When sourcing internationally, products usually ship via air or sea. Each has advantages and disadvantages.
Shipping by air is fast and easy, but the cost is higher per unit than shipping by sea. When you begin to place larger orders, sea shipping can save you money. It can also take much longer (up to a month and a half) to receive your goods. Sea shipping is best done with large shipments and when you’re not pressed for time.
Because you will be shipping a small order of lightweight products to test the market, we recommend you start with an express air service (e.g., DHL, FedEx, UPS). You can open your own account, but the most economical solution is just to use your supplier’s account.
If you have a very lightweight product, you might decide to continue shipping by air for faster inventory control. Or, if you are concerned about the timing and running out of inventory, you can cover the gaps with smaller air shipments. For example, when your business is ramping up and you’re at a time and a place where it makes more sense to ship by sea, you can work with your supplier to make sure they send a smaller shipment via air to make sure you don’t run out of inventory. People do this all the time.
As you learn to ship by sea, you will start to keep more volume in stock. But when you’re just starting, you’re probably going to run out of inventory a few times. Just make sure it doesn’t stay that way for too long.
When shipping by sea, you will need a freight forwarder to take possession of your goods, clear customs, and make sure all duties are paid. You don’t have to worry about that when shipping by air, because the company you ship through is the freight forwarder — and they just handle it.
Shipping by sea is a more complicated process. But don’t let that stop you. Use a freight forwarder to handle what they do best (e.g., customs, duties, paperwork), and those experts will seamlessly bring your goods into the country. Think about when your car breaks down.
There are a lot of freight forwarders out there, so be sure to phone several of them and get a quote. Do a cost comparison, and get a feel for how they do business. Building a relationship with a good freight forwarder really pays for itself, and it makes the whole process super simple.

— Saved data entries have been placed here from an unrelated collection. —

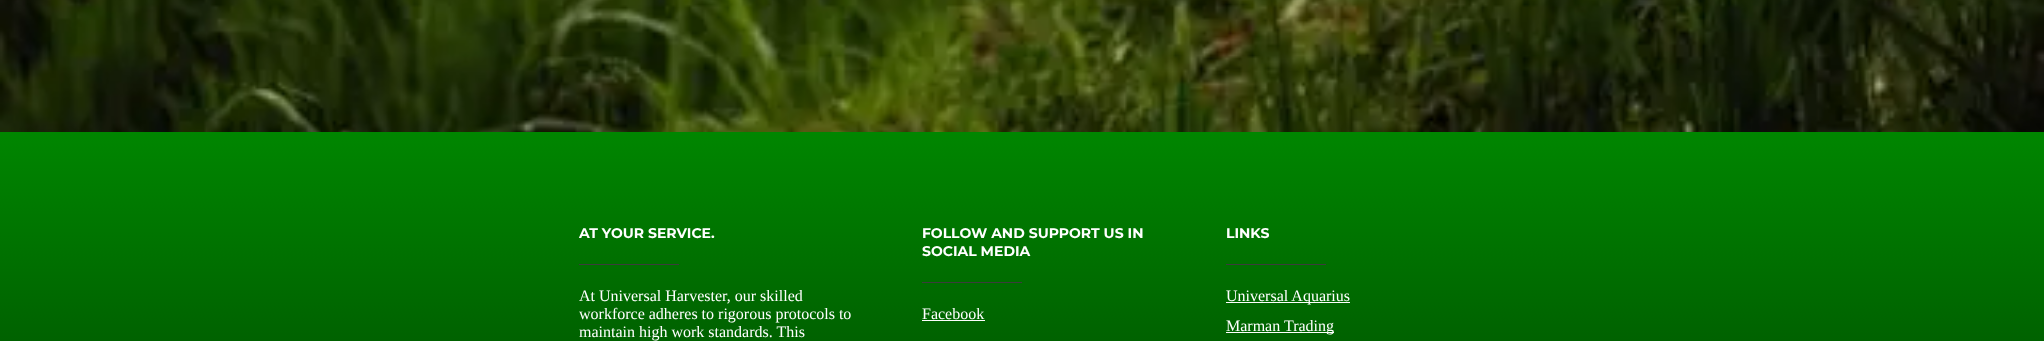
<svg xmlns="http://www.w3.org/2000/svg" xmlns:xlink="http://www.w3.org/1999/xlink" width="2044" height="341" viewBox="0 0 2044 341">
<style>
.cls-1{font:bold 14px Montserrat;fill:#ffffff}
.cls-2{font:16px Liberation Serif;fill:#ffffff}
</style>
<defs>
<linearGradient id="g1" gradientUnits="userSpaceOnUse" x1="1022" y1="132" x2="1022" y2="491"><stop offset="0" stop-color="#008600"/><stop offset="1" stop-color="#004800"/></linearGradient>
</defs>
<rect width="100%" height="100%" fill="#ffffff"/>
<image xlink:href="image0.png" x="0" y="0" width="2044" height="132"/>
<rect fill="url(#g1)" x="0" y="132" width="2044" height="209"/>
<rect fill="#3c3c3c" x="579" y="264" width="100" height="1"/>
<rect fill="#3c3c3c" x="922" y="282" width="100" height="1"/>
<rect fill="#fefefe" x="922" y="320" width="63" height="1"/>
<rect fill="#3c3c3c" x="1226" y="264" width="100" height="1"/>
<rect fill="#fefefe" x="1226" y="302" width="124" height="1"/>
<rect fill="#fefefe" x="1226" y="332" width="108" height="1"/>
<text class="cls-1" x="579" y="238">AT YOUR SERVICE.</text>
<text class="cls-2"><tspan x="579" y="301">At Universal Harvester, our skilled</tspan><tspan x="579" y="319">workforce adheres to rigorous protocols to</tspan><tspan x="579" y="337">maintain high work standards. This</tspan></text>
<text class="cls-1"><tspan x="922" y="238">FOLLOW AND SUPPORT US IN</tspan><tspan x="922" y="256">SOCIAL MEDIA</tspan></text>
<text class="cls-2" x="922" y="319">Facebook</text>
<text class="cls-1" x="1226" y="238">LINKS</text>
<text class="cls-2"><tspan x="1226" y="301">Universal Aquarius</tspan><tspan x="1226" y="331">Marman Trading</tspan></text>
</svg>
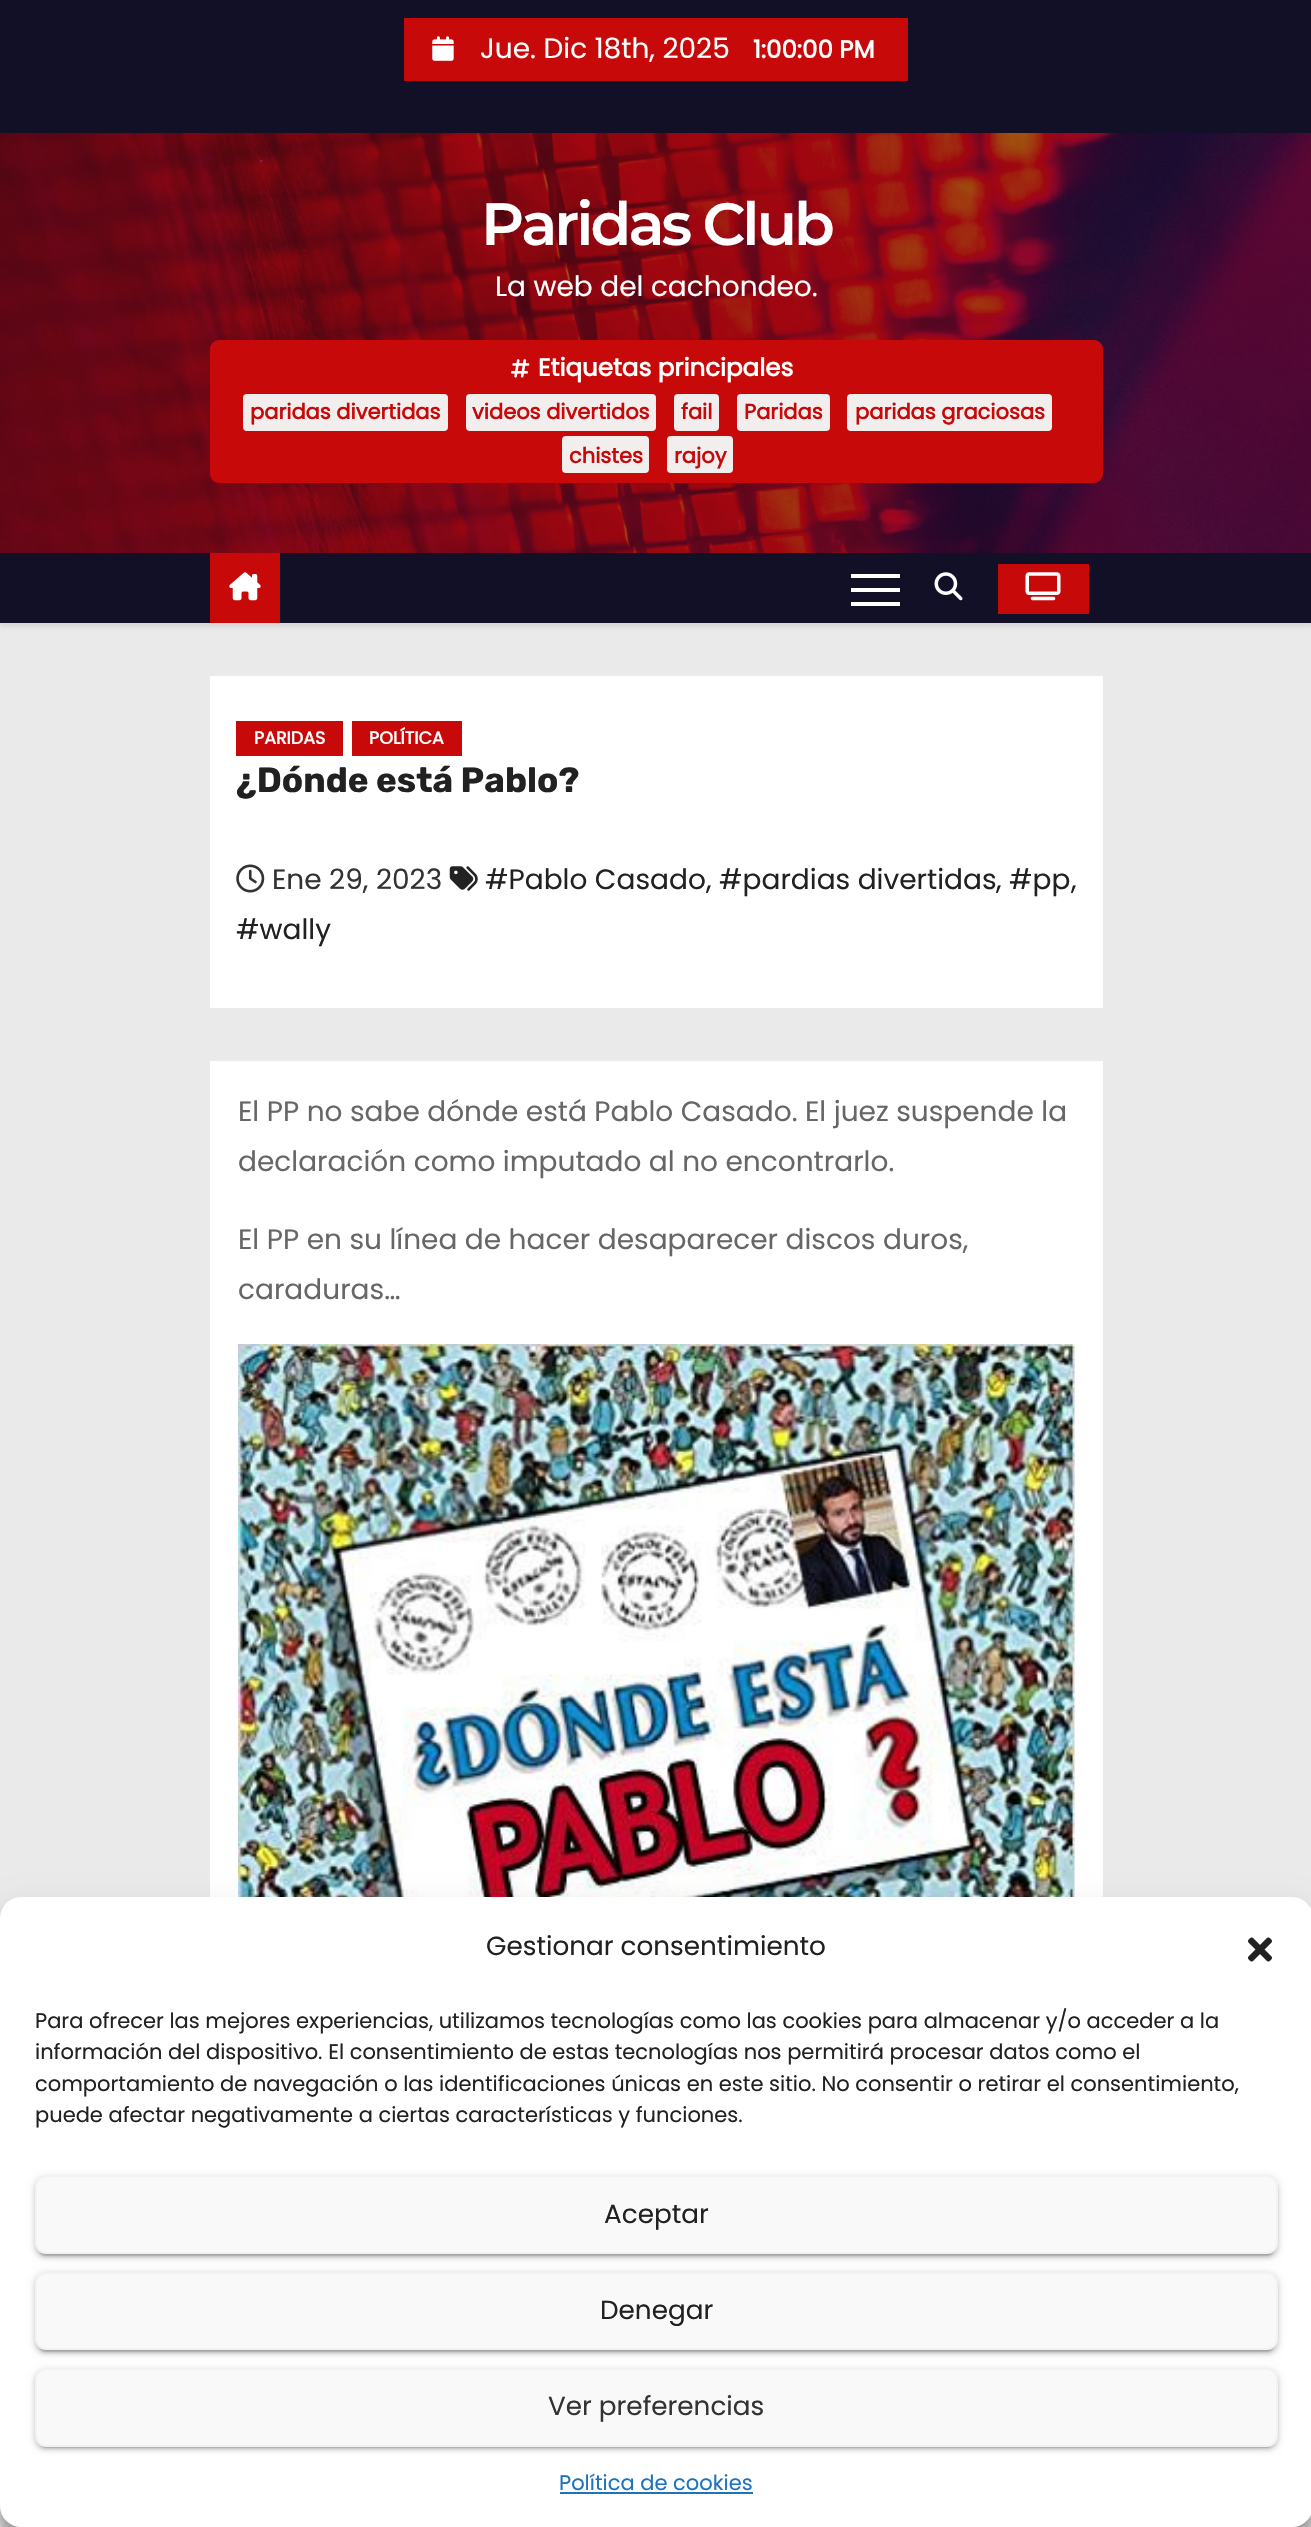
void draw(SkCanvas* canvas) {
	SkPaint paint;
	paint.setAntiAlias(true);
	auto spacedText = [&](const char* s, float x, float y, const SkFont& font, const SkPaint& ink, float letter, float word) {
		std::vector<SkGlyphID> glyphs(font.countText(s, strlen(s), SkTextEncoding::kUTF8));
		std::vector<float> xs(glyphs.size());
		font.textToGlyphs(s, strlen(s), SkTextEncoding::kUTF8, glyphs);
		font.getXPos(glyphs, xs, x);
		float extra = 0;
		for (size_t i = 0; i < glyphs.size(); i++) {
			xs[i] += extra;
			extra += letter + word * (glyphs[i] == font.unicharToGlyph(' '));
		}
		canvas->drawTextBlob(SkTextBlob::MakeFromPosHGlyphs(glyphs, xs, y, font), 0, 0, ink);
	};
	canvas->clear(0xffeaeaea);
	paint.setColor(0xff121026);
	canvas->drawRect(SkRect::MakeXYWH(0, 0, 1311, 133), paint);
	paint.setColor(0xffc70909);
	canvas->drawRect(SkRect::MakeXYWH(404, 18, 504, 63), paint);
	canvas->drawImageRect(SkImages::DeferredFromEncodedData(SkData::MakeFromFileName("img1.png")), SkRect::MakeXYWH(432, 36, 22, 25), SkSamplingOptions());
	SkFont f1(fontMgr->matchFamilyStyle("Poppins", SkFontStyle::Normal()), 28);
	f1.setSubpixel(true);
	paint.setColor(0xffffffff);
	canvas->drawString("Jue. Dic 18th, 2025", 480, 58, f1, paint);
	SkFont f2(fontMgr->matchFamilyStyle("Poppins", SkFontStyle::Bold()), 24.5);
	f2.setSubpixel(true);
	canvas->drawString("1:00:00 PM", 753, 58, f2, paint);
	canvas->drawImageRect(SkImages::DeferredFromEncodedData(SkData::MakeFromFileName("img2.png")), SkRect::MakeXYWH(0, 133, 1311, 420), SkSamplingOptions());
	SkFont f3(fontMgr->matchFamilyStyle("Montserrat", SkFontStyle(600, SkFontStyle::kNormal_Width, SkFontStyle::kUpright_Slant)), 59.5);
	f3.setSubpixel(true);
	spacedText("Paridas Club", 481, 245, f3, paint, -3, 0);
	canvas->drawString("La web del cachondeo.", 495, 296, f1, paint);
	paint.setColor(0xffc70909);
	canvas->drawRoundRect(SkRect::MakeXYWH(210, 340, 893, 143), 9, 9, paint);
	canvas->drawImageRect(SkImages::DeferredFromEncodedData(SkData::MakeFromFileName("img3.png")), SkRect::MakeXYWH(511, 359, 19, 19), SkSamplingOptions());
	paint.setColor(0xffffffff);
	canvas->drawString("Etiquetas principales", 538, 376, f2, paint);
	paint.setColor(0xfff3eeee);
	canvas->drawRoundRect(SkRect::MakeXYWH(243, 394, 205, 37), 4, 4, paint);
	SkFont f4(fontMgr->matchFamilyStyle("Poppins", SkFontStyle::Bold()), 21);
	f4.setSubpixel(true);
	paint.setColor(0xffc70909);
	canvas->drawString("paridas divertidas", 250, 419, f4, paint);
	paint.setColor(0xfff3eeee);
	canvas->drawRoundRect(SkRect::MakeXYWH(466, 394, 190, 37), 4, 4, paint);
	paint.setColor(0xffc70909);
	canvas->drawString("videos divertidos", 472, 419, f4, paint);
	paint.setColor(0xfff3eeee);
	canvas->drawRoundRect(SkRect::MakeXYWH(674, 394, 45, 37), 4, 4, paint);
	paint.setColor(0xffc70909);
	canvas->drawString("fail", 681, 419, f4, paint);
	paint.setColor(0xfff3eeee);
	canvas->drawRoundRect(SkRect::MakeXYWH(737, 394, 93, 37), 4, 4, paint);
	paint.setColor(0xffc70909);
	canvas->drawString("Paridas", 744, 419, f4, paint);
	paint.setColor(0xfff3eeee);
	canvas->drawRoundRect(SkRect::MakeXYWH(847, 394, 205, 37), 4, 4, paint);
	paint.setColor(0xffc70909);
	canvas->drawString("paridas graciosas", 855, 419, f4, paint);
	paint.setColor(0xfff3eeee);
	canvas->drawRoundRect(SkRect::MakeXYWH(562, 436, 87, 37), 4, 4, paint);
	paint.setColor(0xffc70909);
	canvas->drawString("chistes", 569, 463, f4, paint);
	paint.setColor(0xfff3eeee);
	canvas->drawRoundRect(SkRect::MakeXYWH(667, 436, 66, 37), 4, 4, paint);
	paint.setColor(0xffc70909);
	canvas->drawString("rajoy", 674, 463, f4, paint);
	paint.setColor(0x14000000);
	paint.setMaskFilter(SkMaskFilter::MakeBlur(kNormal_SkBlurStyle, 2));
	canvas->drawRect(SkRect::MakeXYWH(0, 557, 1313, 70), paint);
	paint.setMaskFilter(nullptr);
	paint.setColor(0xff121026);
	canvas->drawRect(SkRect::MakeXYWH(0, 553, 1311, 70), paint);
	paint.setColor(0xffc70909);
	canvas->drawRect(SkRect::MakeXYWH(210, 553, 70, 70), paint);
	canvas->drawImageRect(SkImages::DeferredFromEncodedData(SkData::MakeFromFileName("img4.png")), SkRect::MakeXYWH(229, 572, 32, 29), SkSamplingOptions());
	paint.setColor(0xffffffff);
	canvas->drawRect(SkRect::MakeXYWH(851, 574, 49, 4), paint);
	canvas->drawRect(SkRect::MakeXYWH(851, 588, 49, 4), paint);
	canvas->drawRect(SkRect::MakeXYWH(851, 602, 49, 4), paint);
	canvas->drawImageRect(SkImages::DeferredFromEncodedData(SkData::MakeFromFileName("img5.png")), SkRect::MakeXYWH(934, 572, 29, 29), SkSamplingOptions());
	paint.setColor(0xffc70909);
	canvas->drawRect(SkRect::MakeXYWH(998, 564, 91, 50), paint);
	canvas->drawImageRect(SkImages::DeferredFromEncodedData(SkData::MakeFromFileName("img6.png")), SkRect::MakeXYWH(1025, 572, 36, 29), SkSamplingOptions());
	paint.setColor(0xffffffff);
	canvas->drawRect(SkRect::MakeXYWH(210, 676, 893, 332), paint);
	paint.setColor(0xffc70909);
	canvas->drawRect(SkRect::MakeXYWH(236, 721, 107, 35), paint);
	SkFont f5(fontMgr->matchFamilyStyle("Poppins", SkFontStyle::Bold()), 17.5);
	f5.setSubpixel(true);
	paint.setColor(0xffffffff);
	canvas->drawString("PARIDAS", 254, 744, f5, paint);
	paint.setColor(0xffc70909);
	canvas->drawRect(SkRect::MakeXYWH(352, 721, 110, 35), paint);
	paint.setColor(0xffffffff);
	canvas->drawString("POLÍTICA", 369, 744, f5, paint);
	SkFont f6(fontMgr->matchFamilyStyle("Rubik", SkFontStyle::Bold()), 35);
	f6.setSubpixel(true);
	paint.setColor(0xff212121);
	canvas->drawString("¿Dónde está Pablo?", 236, 792, f6, paint);
	canvas->drawImageRect(SkImages::DeferredFromEncodedData(SkData::MakeFromFileName("img7.png")), SkRect::MakeXYWH(449, 866, 29, 25), SkSamplingOptions());
	canvas->drawString("#Pablo Casado", 485, 889, f1, paint);
	canvas->drawString(",", 706, 889, f1, paint);
	canvas->drawString("#pardias divertidas", 719, 889, f1, paint);
	canvas->drawString(",", 996, 889, f1, paint);
	canvas->drawString("#pp", 1009, 889, f1, paint);
	canvas->drawString(",", 1071, 889, f1, paint);
	canvas->drawString("#wally", 236, 939, f1, paint);
	canvas->drawImageRect(SkImages::DeferredFromEncodedData(SkData::MakeFromFileName("img8.png")), SkRect::MakeXYWH(236, 864, 29, 29), SkSamplingOptions());
	paint.setColor(0xff333333);
	canvas->drawString("Ene 29, 2023", 272, 889, f1, paint);
	paint.setColor(0xffffffff);
	canvas->drawRect(SkRect::MakeXYWH(210, 1061, 893, 836), paint);
	paint.setColor(0xff666666);
	canvas->drawString("El PP no sabe dónde está Pablo Casado. El juez suspende la", 238, 1121, f1, paint);
	canvas->drawString("declaración como imputado al no encontrarlo.", 238, 1171, f1, paint);
	canvas->drawString("El PP en su línea de hacer desaparecer discos duros,", 238, 1249, f1, paint);
	canvas->drawString("caraduras…", 238, 1299, f1, paint);
	canvas->drawImageRect(SkImages::DeferredFromEncodedData(SkData::MakeFromFileName("img9.png")), SkRect::MakeXYWH(238, 1344, 837, 553), SkSamplingOptions());
	paint.setColor(0x3b000000);
	paint.setMaskFilter(SkMaskFilter::MakeBlur(kNormal_SkBlurStyle, 5));
	canvas->drawRoundRect(SkRect::MakeXYWH(0, 1908, 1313, 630), 21, 21, paint);
	paint.setMaskFilter(nullptr);
	paint.setColor(0x30000000);
	paint.setMaskFilter(SkMaskFilter::MakeBlur(kNormal_SkBlurStyle, 17.5));
	canvas->drawRoundRect(SkRect::MakeXYWH(0, 1915, 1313, 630), 21, 21, paint);
	paint.setMaskFilter(nullptr);
	paint.setColor(0xffffffff);
	canvas->drawRoundRect(SkRect::MakeXYWH(0, 1897, 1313, 630), 21, 21, paint);
	SkFont f7(fontMgr->matchFamilyStyle("Poppins", SkFontStyle::Normal()), 26.25);
	f7.setSubpixel(true);
	paint.setColor(0xff212121);
	canvas->drawString("Gestionar consentimiento", 486, 1955, f7, paint);
	canvas->drawImageRect(SkImages::DeferredFromEncodedData(SkData::MakeFromFileName("img10.png")), SkRect::MakeXYWH(1248, 1937, 24, 25), SkSamplingOptions());
	SkFont f8(fontMgr->matchFamilyStyle("Poppins", SkFontStyle::Normal()), 21);
	f8.setSubpixel(true);
	canvas->drawString("Para ofrecer las mejores experiencias, utilizamos tecnologías como las cookies para almacenar y/o acceder a la", 35, 2028, f8, paint);
	canvas->drawString("información del dispositivo. El consentimiento de estas tecnologías nos permitirá procesar datos como el", 35, 2059, f8, paint);
	canvas->drawString("comportamiento de navegación o las identificaciones únicas en este sitio. No consentir o retirar el consentimiento,", 35, 2091, f8, paint);
	canvas->drawString("puede afectar negativamente a ciertas características y funciones.", 35, 2122, f8, paint);
	paint.setColor(0x1f000000);
	paint.setMaskFilter(SkMaskFilter::MakeBlur(kNormal_SkBlurStyle, 4.5));
	canvas->drawRoundRect(SkRect::MakeXYWH(35, 2177, 1243, 79), 11, 11, paint);
	paint.setMaskFilter(nullptr);
	paint.setColor(0x33000000);
	paint.setMaskFilter(SkMaskFilter::MakeBlur(kNormal_SkBlurStyle, 1));
	canvas->drawRoundRect(SkRect::MakeXYWH(39, 2184, 1235, 72), 7, 7, paint);
	paint.setMaskFilter(nullptr);
	paint.setColor(0x24000000);
	paint.setMaskFilter(SkMaskFilter::MakeBlur(kNormal_SkBlurStyle, 2));
	canvas->drawRoundRect(SkRect::MakeXYWH(35, 2179, 1243, 79), 11, 11, paint);
	paint.setMaskFilter(nullptr);
	paint.setColor(0xfff9f9f9);
	canvas->drawRoundRect(SkRect::MakeXYWH(36, 2176, 1241, 77), 10, 10, paint);
	paint.setStroke(true);
	paint.setStrokeWidth(2);
	paint.setColor(0xfff2f2f2);
	canvas->drawRoundRect(SkRect::MakeXYWH(36, 2176, 1241, 77), 10, 10, paint);
	paint.setStroke(false);
	paint.setColor(0xff212121);
	canvas->drawString("Aceptar", 604, 2223, f7, paint);
	paint.setColor(0x1f000000);
	paint.setMaskFilter(SkMaskFilter::MakeBlur(kNormal_SkBlurStyle, 4.5));
	canvas->drawRoundRect(SkRect::MakeXYWH(35, 2273, 1243, 79), 11, 11, paint);
	paint.setMaskFilter(nullptr);
	paint.setColor(0x33000000);
	paint.setMaskFilter(SkMaskFilter::MakeBlur(kNormal_SkBlurStyle, 1));
	canvas->drawRoundRect(SkRect::MakeXYWH(39, 2280, 1235, 72), 7, 7, paint);
	paint.setMaskFilter(nullptr);
	paint.setColor(0x24000000);
	paint.setMaskFilter(SkMaskFilter::MakeBlur(kNormal_SkBlurStyle, 2));
	canvas->drawRoundRect(SkRect::MakeXYWH(35, 2275, 1243, 79), 11, 11, paint);
	paint.setMaskFilter(nullptr);
	paint.setColor(0xfff9f9f9);
	canvas->drawRoundRect(SkRect::MakeXYWH(36, 2273, 1241, 76), 10, 10, paint);
	paint.setStroke(true);
	paint.setColor(0xfff2f2f2);
	canvas->drawRoundRect(SkRect::MakeXYWH(36, 2273, 1241, 76), 10, 10, paint);
	paint.setStroke(false);
	paint.setColor(0xff212121);
	canvas->drawString("Denegar", 600, 2319, f7, paint);
	paint.setColor(0x1f000000);
	paint.setMaskFilter(SkMaskFilter::MakeBlur(kNormal_SkBlurStyle, 4.5));
	canvas->drawRoundRect(SkRect::MakeXYWH(35, 2370, 1243, 78), 11, 11, paint);
	paint.setMaskFilter(nullptr);
	paint.setColor(0x33000000);
	paint.setMaskFilter(SkMaskFilter::MakeBlur(kNormal_SkBlurStyle, 1));
	canvas->drawRoundRect(SkRect::MakeXYWH(39, 2377, 1235, 71), 7, 7, paint);
	paint.setMaskFilter(nullptr);
	paint.setColor(0x24000000);
	paint.setMaskFilter(SkMaskFilter::MakeBlur(kNormal_SkBlurStyle, 2));
	canvas->drawRoundRect(SkRect::MakeXYWH(35, 2371, 1243, 79), 11, 11, paint);
	paint.setMaskFilter(nullptr);
	paint.setColor(0xfff9f9f9);
	canvas->drawRoundRect(SkRect::MakeXYWH(36, 2369, 1241, 77), 10, 10, paint);
	paint.setStroke(true);
	paint.setColor(0xfff2f2f2);
	canvas->drawRoundRect(SkRect::MakeXYWH(36, 2369, 1241, 77), 10, 10, paint);
	paint.setStroke(false);
	paint.setColor(0xff333333);
	canvas->drawString("Ver preferencias", 548, 2415, f7, paint);
	paint.setColor(0xff1e73be);
	canvas->drawString("Política de cookies", 559, 2490, f8, paint);
	canvas->drawRect(SkRect::MakeXYWH(560, 2492, 193, 2), paint);
}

And remember, shipping is a cost of doing business. We’re all in the same boat — you, me, Walmart, any retailer bringing goods from anywhere.
Your first order will most likely be very small, so your shipping costs may seem disproportionately high. That will cut into your profit margin, but don’t worry. Those costs will decrease as you ramp up sales and increase your order sizes. In fact, many of your costs will go down as you scale up your business and have more units manufactured.